I don't believe he was acting on orders, but should Israel not be held accountable for his actions, especially considering he was a member of their military? People ask why someone would want to blow themselves and others up, I told you why they first started. It was called a massacre at the time, and rightfully so. Who cares if his actions were condemned by the Israeli government, it happened and those people are still dead, right?

Consider this. When Hamas and Israel engaged in that Egyptian-brokered peace deal on June 19th of last year, there were around 30-40 rocket and mortars fired from Gaza until November 4th (until the IDF killed 6 Palestinians in a raid into Gaza), all from extremist groups - but none from Hamas. Hamas arrested dozens of members from these groups after it was found out they were behind the attacks, but still the Israeli media (and the Pro-Israeli propagandists on here) tried to blame Hamas for this. Things happen that is outside of your control, but I was told that they must be held accountable for anything that someone living in their territory does. So my question, why must Hamas be held to higher standards than Israel when it comes to breaking the peace?

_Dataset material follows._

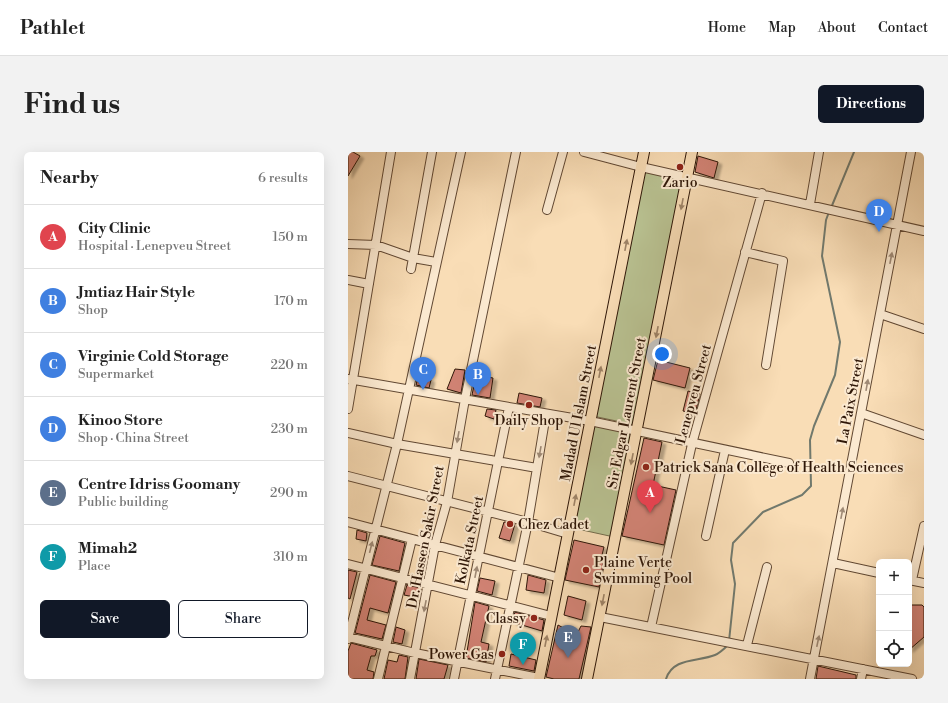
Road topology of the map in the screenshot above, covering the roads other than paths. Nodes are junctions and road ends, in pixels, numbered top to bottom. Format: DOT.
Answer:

Whether he was a rogue extremist or not, the killing took place, and Hamas retaliated. When Israel decided to assassinate Sheikh Yassin, there were those who opposed the resolution- even inside Sharron's own cabinet, saying how it would hurt the peace process, etc. But one voice had something far more prescient to say: he accused Sharron of signing death certificates of thousands of Israeli's. His prophetic words came to pass, and there was a general rise in violence from Gaza. No Israeli citizen is safer today than they were just 4 months ago, and no Israeli citizen has ever been more safe because their government has a habit of assassinating Palestinian leaders they don't see eye-to-eye with.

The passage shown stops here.